Témoignages…

Publié le 15 juillet 2008 Lecture : 6 minutes.

Une étoile polaire brillera au-dessus de lui
– Jacques est mort. Une partie de nous-même nous quitte. Nos rêves, nos espoirs sont en berne, comme un drapeau jauni par la pluie, un drapeau qui pleure. Peut-on déjà, sitôt éteint, parler de lui au passé ? C’est presque impossible. Hier encore, je le voyais pour un projet commun que nous mettions en place pour 2010. Il me parlait de ses soucis, sans jamais noircir le trait, en cherchant toujours des circonstances atténuantes aux différents protagonistes.

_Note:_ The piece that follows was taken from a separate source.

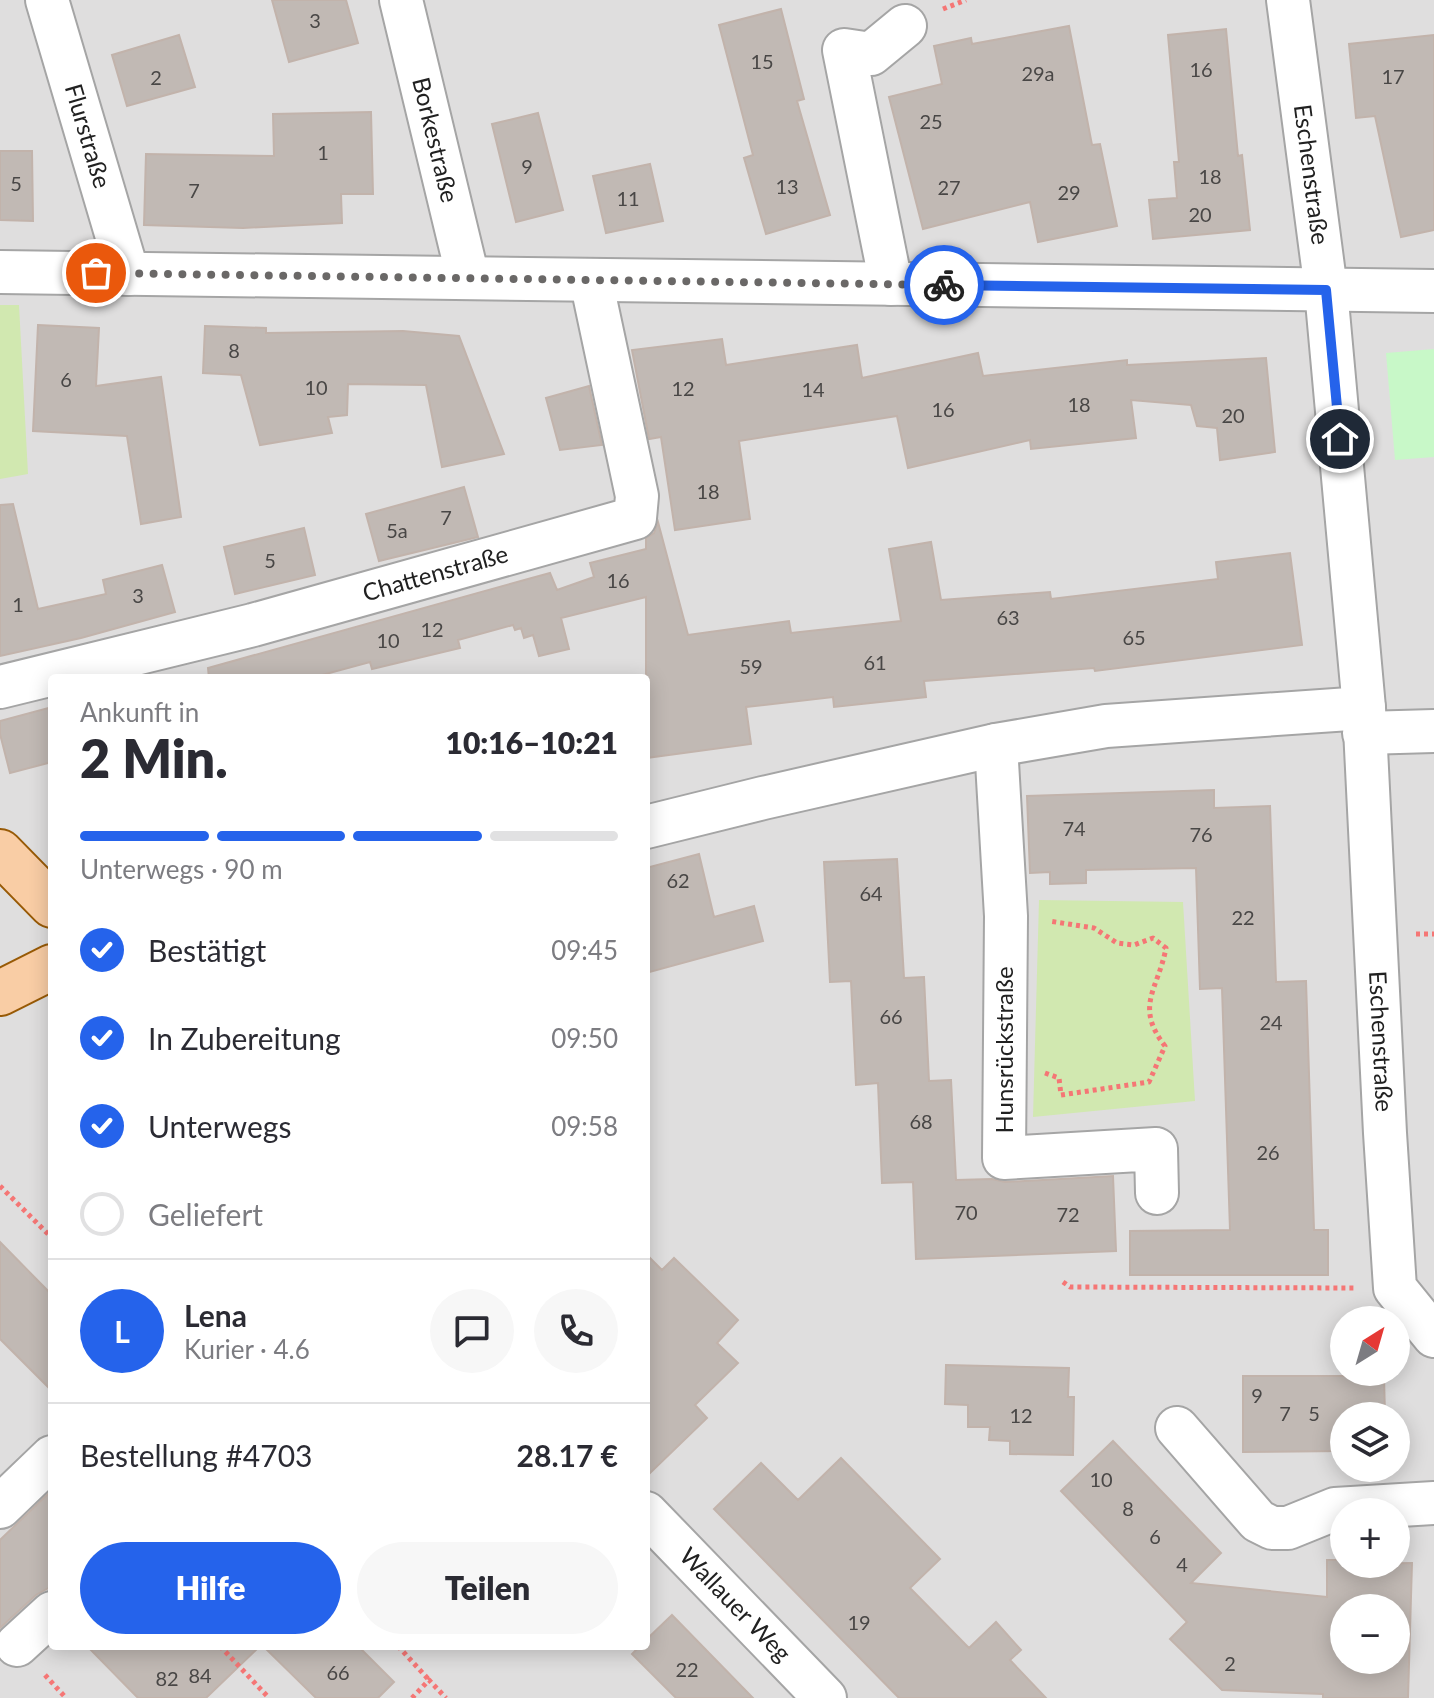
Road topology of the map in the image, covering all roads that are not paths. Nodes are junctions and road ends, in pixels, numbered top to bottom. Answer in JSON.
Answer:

Je le respectais comme un grand frère. Facile à dire, mais les éléments objectifs sont là : en 1986, déjà, il éditait un de mes ouvrages, Le Livre des séductions (Lieu commun), en partie grâce à la complicité d’un autre compagnon de route, Jean-Luc Allouche. Hier encore, il me disait ne pas avoir eu honte de ce travail, et de ceux que nous avions réalisés ensemble durant toutes ces années.
Jacques était sincère en tout, et l’amitié qu’il donnait ne procédait d’aucun calcul, même pas pour annoncer qu’il allait casser sa pipe le soir même. Oh ! non, il n’était pas joueur d’échecs. Trop mauvais pour tricher. Il abhorrait les discussions byzantines, les mesquineries, les jalousies. S’en amusait parfois, et d’un mot trouvait la perle dans un tas de boue.

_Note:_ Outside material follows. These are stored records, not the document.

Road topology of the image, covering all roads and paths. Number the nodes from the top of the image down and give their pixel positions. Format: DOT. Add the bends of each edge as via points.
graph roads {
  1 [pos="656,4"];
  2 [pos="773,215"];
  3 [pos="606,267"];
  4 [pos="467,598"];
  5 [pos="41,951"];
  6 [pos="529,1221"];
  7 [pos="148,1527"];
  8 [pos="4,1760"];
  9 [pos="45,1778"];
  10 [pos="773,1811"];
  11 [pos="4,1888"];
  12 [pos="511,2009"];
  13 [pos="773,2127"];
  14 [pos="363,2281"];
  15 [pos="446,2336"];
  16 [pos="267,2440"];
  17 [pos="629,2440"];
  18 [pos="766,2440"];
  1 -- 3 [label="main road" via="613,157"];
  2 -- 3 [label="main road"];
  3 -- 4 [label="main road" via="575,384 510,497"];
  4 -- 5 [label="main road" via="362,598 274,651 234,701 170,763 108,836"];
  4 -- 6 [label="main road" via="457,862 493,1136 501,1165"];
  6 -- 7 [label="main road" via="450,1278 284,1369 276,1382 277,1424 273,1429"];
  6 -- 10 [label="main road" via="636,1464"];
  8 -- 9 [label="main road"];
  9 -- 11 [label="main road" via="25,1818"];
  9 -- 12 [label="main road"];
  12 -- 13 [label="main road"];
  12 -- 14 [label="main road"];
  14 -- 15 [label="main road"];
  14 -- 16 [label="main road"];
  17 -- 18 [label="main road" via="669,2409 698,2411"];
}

Sa grandeur d’âme l’amenait sur des sentiers étroits et non balisés, comme recevoir chez lui des journalistes de pays africains qu’il couvrait pour Jeune Afrique. Il leur donnait asile. Il les écoutait sans compter, se dépensait pour eux et restait affable en toutes circonstances. Je ne crois pas qu’on puisse énumérer toutes ses qualités tant elles étaient nombreuses.
Il nous quitte après avoir tout donné, sans avoir plaidé sa cause. Jacques est un juste avec une étoile polaire placée au-dessus de la tête. On le verra toujours briller en elle, avec sa nonchalance grave et sa voix enjouée.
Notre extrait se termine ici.